I made so many mistakes and tried so many new attempts in that yard. I tried to free the large cedar of the slow strangulation from a vigorous English ivy. The ivy had been growing for so long that it had formed a coat of arms around the trunk. We did a gap cut around the entire circumference of the tree to detach the roots from the rest which killed the ivy all the way to the tree top. This left the branches in an asymmetrical, awful way as the now dead ivy clung to the tree like tattered rags. I had no idea how full the tree had been of ivy, but after it began to die, the tree looked like a mangy dog. When we began to attempt dislocating the layers of numerous dead vines from the trunk, it was like ripping a scab the size of a giant’s shield. In the end, I worried more for the tree from my efforts because its newly exposed shredded bark. I still wonder how that tree is doing.


There was a young and unruly crepe myrtle that I thought I could prune into perfection. Instead, I hacked away at the poor thing until it turned into a testament of my inexperience and arrogance. Maybe if I had a few more years to watch it grow beyond my initial mistakes, I could have seen it turn into the masterpiece I envisioned. Instead, it remains another stumbling block on my road to becoming a gardener.

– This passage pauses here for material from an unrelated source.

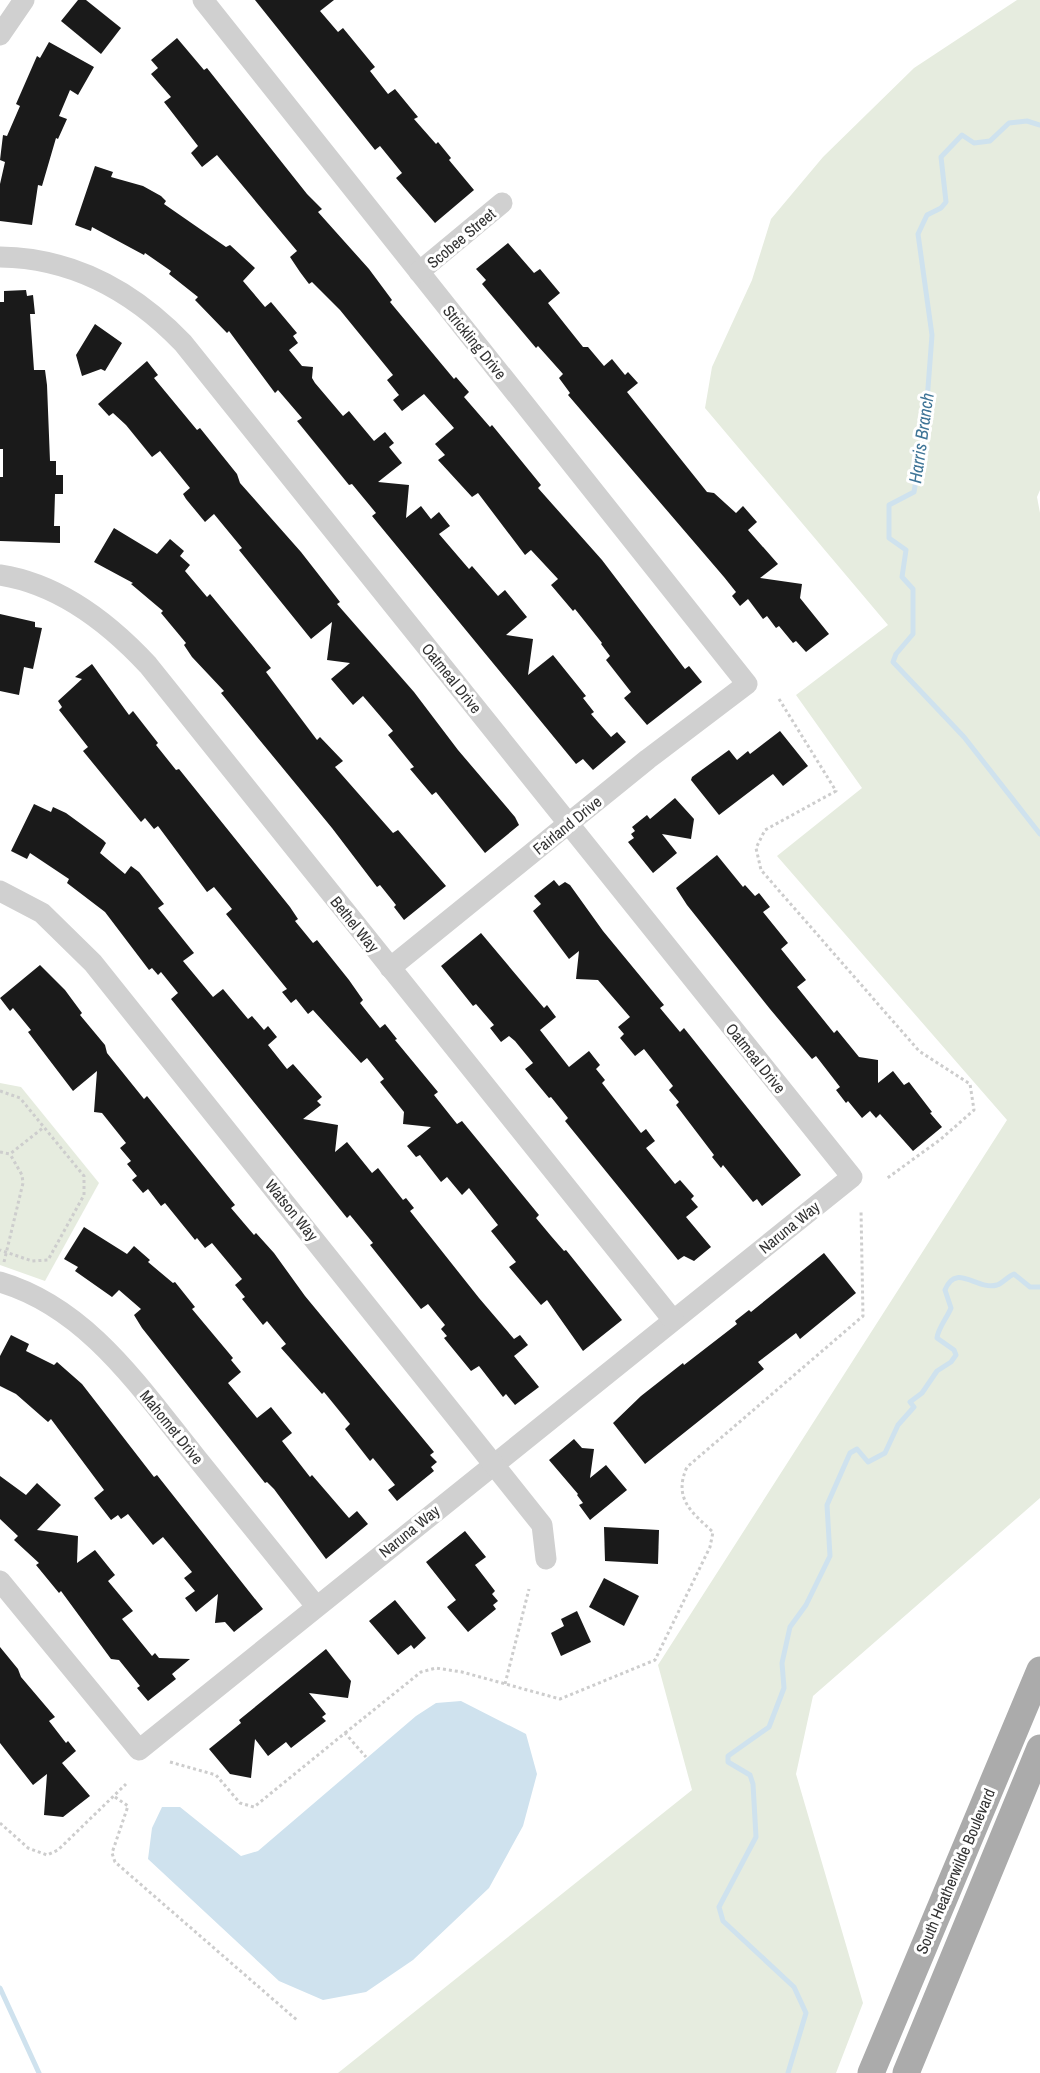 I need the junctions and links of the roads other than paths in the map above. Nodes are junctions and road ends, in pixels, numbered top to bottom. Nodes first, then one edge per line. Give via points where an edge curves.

I attempted composting and worm composting. I made more of a hoarded mess than anything worthwhile for a garden. I mean, who knows? Maybe it did some good for the soil, but knowing my landlords, they likely just covered the beds back over with weed block again after we left.


Then, after all that learning curve, came the fall season. The fire palette eruption shocked and amazed me. It lasted for a month at least with the colors of a vibrantly changing kaleidoscope. There were celebrations being held all over with the county fair, pumpkin patches offering hay rides, elaborate corn mazes, and the procession of Canadian geese.


The seasons of Maryland are a perfection of latitude. There were multiple farms with organic growing practices offering fresh local vegetables and meat sources. Long established family acreages that were friendly enough to open their doors at Christmas for light tours, horse rides, and photos with Santa Claus. As far as communities go, the people in southern Maryland are traditional small town America with their parades and markets. I would love to return and raise my family anywhere in that western peninsular. If you ever get to go, make sure to stop by Reindeer Grill in nearby Aquasco. It is a tiny hole in the wall restaurant that offers some of the most exquisite pizza and fresh ice cream I have ever eaten. Another must have experience is breakfast at Linda’s Cafe in Lexington Park. I tried nearly every child’s fantasy breakfast they offer in the three years we lived in Maryland. They basically figured out how to mix sugary sweet cereals with just about any pancake, waffle, or french toast combination imaginable. Decadent would be the right descriptor for the way those ridiculous meals taste. I do hope I can go back one day.


My daughter at the Veterans' Day parade in Leonardtown, Maryland, USA in 2015.

I feel blessed to have been able to live somewhere that held such strong values and invested in their local economies either by choice or by their seclusion. The fresh market food, the abundance of blue crabs, the amish community wares, and especially the seasons made our time in Maryland a period I treasure and remember fondly.